This is where Kitty, “the charming Duchess of Queensberry played the Lady Bountiful in the place, and by entertaining Prior and Gay the Abbey graced the quaint old Wiltshire town with the memories of two of the not least celebrated of the English humorists.”

The Duchess of Queensberry

According to the Douglas family history, Catherine Douglas, née Hyde, was an outspoken, rather eccentric woman who “loved walking, avoided alcohol and was an enthusiastic planter of trees at her husband’s estates.” She’d grown up “in a household frequented by literary celebrities,” and it was she about whom Prior wrote the poem “The Female Phaeton: Upon Lady Kitty’s First Appearing in Public” when she was sixteen.

Catherine Douglas, Duchess of Queensberry

Catherine Douglas, Duchess of Queensberry

Following her marriage to Charles Douglas, 3rd duke of Queensberry, the acclaimed beauty Kitty became an avid patron of the arts, to the point of being exiled from court when her defense of the playwright John Gay offended King George II. Gay spent the last years of his life at the Abbey, where he wrote the Beggar’s Opera, and was given a lavish funeral at his death in 1732.

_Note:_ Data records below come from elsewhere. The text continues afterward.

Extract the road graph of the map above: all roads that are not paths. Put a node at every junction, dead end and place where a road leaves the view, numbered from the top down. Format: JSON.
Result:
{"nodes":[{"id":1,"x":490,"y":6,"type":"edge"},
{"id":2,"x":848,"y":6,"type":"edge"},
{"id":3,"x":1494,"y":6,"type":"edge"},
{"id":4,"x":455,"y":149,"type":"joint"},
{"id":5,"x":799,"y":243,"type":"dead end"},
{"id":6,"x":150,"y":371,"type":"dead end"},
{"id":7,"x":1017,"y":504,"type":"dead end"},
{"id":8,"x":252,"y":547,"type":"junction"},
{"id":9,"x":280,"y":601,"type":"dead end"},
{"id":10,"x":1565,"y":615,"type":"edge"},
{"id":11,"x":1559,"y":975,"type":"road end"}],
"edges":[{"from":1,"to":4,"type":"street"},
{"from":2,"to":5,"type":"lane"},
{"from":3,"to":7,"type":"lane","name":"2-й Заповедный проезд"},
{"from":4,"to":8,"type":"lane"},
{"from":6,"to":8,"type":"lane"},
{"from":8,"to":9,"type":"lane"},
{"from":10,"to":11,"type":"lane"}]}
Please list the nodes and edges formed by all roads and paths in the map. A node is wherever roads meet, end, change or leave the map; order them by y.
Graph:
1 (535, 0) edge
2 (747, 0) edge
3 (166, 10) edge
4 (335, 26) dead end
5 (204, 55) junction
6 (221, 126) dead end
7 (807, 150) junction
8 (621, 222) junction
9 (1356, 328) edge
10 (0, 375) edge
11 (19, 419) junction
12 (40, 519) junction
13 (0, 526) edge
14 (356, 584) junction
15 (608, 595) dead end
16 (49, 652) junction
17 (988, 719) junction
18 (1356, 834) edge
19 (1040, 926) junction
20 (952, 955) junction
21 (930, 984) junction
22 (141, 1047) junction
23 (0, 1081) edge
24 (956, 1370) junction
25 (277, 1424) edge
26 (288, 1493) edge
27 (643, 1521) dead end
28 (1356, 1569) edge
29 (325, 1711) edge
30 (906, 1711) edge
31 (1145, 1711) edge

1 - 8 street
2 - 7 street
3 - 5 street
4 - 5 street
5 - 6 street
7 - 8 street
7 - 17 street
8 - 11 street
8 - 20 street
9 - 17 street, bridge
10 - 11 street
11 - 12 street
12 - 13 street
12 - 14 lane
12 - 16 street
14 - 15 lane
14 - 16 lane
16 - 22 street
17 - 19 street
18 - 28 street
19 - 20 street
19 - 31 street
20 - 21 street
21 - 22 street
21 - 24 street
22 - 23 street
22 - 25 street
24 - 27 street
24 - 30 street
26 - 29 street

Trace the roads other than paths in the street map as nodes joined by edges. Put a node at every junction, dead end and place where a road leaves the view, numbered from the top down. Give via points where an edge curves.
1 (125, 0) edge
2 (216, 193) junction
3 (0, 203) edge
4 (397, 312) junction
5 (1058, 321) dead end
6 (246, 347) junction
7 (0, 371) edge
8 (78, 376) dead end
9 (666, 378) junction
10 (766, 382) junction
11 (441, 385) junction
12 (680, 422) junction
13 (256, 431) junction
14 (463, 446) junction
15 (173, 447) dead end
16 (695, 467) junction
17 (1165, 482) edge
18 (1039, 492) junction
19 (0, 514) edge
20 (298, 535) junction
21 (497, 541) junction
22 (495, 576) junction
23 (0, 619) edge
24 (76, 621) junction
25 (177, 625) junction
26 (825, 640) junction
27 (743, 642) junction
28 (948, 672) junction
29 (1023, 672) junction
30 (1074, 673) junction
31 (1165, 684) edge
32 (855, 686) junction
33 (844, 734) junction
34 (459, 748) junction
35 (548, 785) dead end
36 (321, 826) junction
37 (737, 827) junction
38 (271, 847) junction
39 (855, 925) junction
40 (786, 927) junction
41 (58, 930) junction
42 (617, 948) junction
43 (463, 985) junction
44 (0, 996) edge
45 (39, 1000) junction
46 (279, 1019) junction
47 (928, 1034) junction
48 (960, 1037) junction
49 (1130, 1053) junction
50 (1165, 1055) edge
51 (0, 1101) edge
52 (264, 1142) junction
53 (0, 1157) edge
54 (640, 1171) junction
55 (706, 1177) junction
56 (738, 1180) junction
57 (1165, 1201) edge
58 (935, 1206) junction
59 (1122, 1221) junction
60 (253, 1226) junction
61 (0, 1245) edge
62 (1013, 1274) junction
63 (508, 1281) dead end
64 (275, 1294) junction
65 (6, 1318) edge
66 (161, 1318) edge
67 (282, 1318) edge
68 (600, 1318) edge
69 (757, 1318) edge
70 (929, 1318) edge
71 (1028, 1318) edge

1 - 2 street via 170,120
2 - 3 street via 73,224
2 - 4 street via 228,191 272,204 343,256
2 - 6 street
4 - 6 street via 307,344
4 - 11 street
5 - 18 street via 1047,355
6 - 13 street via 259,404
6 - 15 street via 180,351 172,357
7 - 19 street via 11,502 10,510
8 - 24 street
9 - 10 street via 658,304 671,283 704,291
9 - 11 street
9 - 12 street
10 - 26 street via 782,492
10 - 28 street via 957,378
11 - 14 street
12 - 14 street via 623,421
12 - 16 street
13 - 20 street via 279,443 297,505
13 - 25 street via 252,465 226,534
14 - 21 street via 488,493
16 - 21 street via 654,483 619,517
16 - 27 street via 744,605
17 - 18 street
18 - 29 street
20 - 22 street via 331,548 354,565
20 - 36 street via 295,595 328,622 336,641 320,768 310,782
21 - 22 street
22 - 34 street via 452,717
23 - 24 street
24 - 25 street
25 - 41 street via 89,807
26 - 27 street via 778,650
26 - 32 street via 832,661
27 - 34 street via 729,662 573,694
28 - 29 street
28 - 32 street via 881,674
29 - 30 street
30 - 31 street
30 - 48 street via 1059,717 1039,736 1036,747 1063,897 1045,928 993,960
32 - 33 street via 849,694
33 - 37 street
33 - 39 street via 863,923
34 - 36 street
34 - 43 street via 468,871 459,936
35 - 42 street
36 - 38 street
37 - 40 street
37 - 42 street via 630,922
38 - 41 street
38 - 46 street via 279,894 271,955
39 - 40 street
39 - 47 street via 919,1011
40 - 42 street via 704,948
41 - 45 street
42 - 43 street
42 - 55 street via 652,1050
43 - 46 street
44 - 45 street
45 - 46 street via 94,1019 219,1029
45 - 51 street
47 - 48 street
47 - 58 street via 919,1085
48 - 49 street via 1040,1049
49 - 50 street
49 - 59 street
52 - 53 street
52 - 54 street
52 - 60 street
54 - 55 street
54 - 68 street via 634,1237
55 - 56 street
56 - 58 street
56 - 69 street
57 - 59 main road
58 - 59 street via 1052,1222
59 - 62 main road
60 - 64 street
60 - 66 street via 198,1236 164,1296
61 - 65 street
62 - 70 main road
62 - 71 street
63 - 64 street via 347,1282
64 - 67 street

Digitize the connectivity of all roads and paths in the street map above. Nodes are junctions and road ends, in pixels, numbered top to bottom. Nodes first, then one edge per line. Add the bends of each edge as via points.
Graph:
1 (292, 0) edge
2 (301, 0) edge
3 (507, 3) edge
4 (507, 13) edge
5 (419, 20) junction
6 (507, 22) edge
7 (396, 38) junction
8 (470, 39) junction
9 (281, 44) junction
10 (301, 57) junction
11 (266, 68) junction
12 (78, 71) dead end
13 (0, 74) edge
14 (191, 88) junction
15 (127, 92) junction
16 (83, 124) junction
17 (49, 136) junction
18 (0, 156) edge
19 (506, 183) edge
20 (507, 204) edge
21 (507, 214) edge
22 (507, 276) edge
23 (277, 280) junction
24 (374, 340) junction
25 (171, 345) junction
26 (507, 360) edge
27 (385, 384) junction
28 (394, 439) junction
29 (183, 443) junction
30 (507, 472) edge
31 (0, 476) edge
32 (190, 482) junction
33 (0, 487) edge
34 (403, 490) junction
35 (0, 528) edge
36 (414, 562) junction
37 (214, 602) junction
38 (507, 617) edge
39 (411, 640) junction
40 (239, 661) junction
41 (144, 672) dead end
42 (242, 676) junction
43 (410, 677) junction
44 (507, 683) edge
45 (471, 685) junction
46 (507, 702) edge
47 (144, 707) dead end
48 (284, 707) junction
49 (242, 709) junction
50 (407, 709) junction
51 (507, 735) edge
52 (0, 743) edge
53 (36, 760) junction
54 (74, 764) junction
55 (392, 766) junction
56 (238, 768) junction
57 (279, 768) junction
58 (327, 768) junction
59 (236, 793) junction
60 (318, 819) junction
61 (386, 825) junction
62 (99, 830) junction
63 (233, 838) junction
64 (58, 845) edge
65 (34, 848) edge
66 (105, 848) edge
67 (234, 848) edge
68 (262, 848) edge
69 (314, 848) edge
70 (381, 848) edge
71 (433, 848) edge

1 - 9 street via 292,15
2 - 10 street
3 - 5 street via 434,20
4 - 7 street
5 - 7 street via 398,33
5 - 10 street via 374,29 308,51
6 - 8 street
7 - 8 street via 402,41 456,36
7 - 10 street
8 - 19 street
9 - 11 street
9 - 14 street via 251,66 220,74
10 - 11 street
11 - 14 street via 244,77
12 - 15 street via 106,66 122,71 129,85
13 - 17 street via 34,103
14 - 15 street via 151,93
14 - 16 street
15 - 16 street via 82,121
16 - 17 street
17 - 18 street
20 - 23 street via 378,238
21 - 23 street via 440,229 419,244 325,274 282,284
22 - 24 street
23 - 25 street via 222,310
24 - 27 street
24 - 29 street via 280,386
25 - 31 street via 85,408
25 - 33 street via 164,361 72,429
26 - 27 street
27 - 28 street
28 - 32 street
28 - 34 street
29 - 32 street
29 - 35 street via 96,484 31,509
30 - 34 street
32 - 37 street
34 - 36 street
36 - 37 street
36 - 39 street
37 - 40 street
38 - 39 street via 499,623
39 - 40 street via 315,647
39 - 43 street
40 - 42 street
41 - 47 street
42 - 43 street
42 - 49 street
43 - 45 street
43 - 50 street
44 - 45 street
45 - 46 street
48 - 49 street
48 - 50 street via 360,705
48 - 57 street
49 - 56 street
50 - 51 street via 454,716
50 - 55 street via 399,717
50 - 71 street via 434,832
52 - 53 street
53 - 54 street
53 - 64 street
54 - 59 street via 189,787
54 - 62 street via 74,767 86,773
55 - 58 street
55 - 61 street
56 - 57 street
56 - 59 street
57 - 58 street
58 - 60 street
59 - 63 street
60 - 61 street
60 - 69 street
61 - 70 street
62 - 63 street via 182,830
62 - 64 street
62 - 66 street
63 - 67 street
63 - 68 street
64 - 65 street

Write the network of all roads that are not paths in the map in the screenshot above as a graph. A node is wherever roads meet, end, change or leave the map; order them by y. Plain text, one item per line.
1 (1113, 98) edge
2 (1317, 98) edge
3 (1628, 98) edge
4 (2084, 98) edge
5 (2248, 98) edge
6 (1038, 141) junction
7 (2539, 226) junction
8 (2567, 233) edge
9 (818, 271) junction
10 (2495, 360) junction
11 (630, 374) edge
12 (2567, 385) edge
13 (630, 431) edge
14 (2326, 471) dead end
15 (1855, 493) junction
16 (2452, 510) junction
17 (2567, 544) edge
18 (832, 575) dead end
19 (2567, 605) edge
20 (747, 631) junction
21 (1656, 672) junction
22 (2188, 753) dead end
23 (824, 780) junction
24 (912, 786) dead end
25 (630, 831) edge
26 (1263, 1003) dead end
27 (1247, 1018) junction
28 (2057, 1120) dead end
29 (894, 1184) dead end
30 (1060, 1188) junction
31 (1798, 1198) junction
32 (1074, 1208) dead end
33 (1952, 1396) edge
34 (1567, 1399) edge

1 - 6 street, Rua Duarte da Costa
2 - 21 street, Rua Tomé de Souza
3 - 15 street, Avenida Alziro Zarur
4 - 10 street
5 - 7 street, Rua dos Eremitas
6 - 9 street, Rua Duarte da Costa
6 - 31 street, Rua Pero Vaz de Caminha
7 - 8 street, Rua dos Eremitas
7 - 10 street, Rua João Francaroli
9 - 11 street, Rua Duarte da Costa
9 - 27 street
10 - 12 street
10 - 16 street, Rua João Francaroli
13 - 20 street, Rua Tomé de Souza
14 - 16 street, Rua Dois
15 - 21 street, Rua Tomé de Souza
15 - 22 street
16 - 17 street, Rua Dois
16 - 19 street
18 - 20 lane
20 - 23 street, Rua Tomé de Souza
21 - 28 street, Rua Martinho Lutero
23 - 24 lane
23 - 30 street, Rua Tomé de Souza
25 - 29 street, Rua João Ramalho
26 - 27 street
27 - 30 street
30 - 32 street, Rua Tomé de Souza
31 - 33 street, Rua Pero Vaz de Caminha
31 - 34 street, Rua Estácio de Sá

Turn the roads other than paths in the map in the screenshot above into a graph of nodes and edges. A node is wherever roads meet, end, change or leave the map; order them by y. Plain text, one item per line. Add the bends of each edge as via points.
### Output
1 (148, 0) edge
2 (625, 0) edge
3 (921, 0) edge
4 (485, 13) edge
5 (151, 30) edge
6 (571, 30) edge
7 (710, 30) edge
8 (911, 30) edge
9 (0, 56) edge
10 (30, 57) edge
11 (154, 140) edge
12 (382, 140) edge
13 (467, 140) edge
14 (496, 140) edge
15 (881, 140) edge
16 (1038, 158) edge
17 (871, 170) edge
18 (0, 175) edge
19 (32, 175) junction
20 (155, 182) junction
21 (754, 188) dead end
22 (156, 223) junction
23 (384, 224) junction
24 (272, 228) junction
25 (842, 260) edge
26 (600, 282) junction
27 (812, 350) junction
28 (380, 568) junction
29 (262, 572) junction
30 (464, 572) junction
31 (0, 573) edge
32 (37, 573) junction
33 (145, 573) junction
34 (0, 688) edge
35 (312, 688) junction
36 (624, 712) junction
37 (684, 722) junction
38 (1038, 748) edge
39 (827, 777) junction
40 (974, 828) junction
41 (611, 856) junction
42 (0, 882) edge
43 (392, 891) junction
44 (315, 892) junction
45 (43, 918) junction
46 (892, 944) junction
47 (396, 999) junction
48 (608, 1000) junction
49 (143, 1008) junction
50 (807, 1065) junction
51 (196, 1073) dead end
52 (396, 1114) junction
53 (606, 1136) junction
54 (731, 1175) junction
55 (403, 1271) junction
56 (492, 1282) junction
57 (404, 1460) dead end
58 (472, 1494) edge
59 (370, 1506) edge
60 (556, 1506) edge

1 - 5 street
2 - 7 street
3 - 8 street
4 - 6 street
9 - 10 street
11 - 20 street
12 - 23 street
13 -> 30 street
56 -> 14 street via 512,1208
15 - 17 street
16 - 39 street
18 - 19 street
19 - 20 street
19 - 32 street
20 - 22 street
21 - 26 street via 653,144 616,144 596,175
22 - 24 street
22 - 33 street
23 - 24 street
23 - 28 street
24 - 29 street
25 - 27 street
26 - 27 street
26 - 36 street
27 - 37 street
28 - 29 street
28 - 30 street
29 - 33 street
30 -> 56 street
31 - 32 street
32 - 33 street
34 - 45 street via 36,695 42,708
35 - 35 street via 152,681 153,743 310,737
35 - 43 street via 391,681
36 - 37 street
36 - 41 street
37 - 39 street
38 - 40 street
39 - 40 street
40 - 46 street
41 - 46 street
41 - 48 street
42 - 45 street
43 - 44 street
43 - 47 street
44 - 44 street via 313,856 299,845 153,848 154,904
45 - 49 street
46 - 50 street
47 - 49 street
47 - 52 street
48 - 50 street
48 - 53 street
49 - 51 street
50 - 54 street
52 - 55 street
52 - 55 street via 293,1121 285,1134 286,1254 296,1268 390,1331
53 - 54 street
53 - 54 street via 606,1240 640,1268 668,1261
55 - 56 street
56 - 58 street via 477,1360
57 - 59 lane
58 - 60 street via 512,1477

The Douglas family history fails to mention the fascinating story of Julius Soubise, a Negro slave from the West Indies who was given to the duchess in 1764 when he was ten years old. She gave him a privileged life, treating him as her own son, and he became a noted fencing and riding master, a member of the most exclusive clubs, and quite popular among upper-class social circles. A violinist and singer, he trained in oratory with the actor David Garrick. At times he claimed to be African royalty, calling himself “Prince Ana-Ana-maboe” or the “Black Prince.” It was rumored that the duchess and her protégé had a sexual relationship, so perhaps that is the reason Soubise was left out of the family history. Is it only coincidence that the duchess died two days after Soubise sailed for India?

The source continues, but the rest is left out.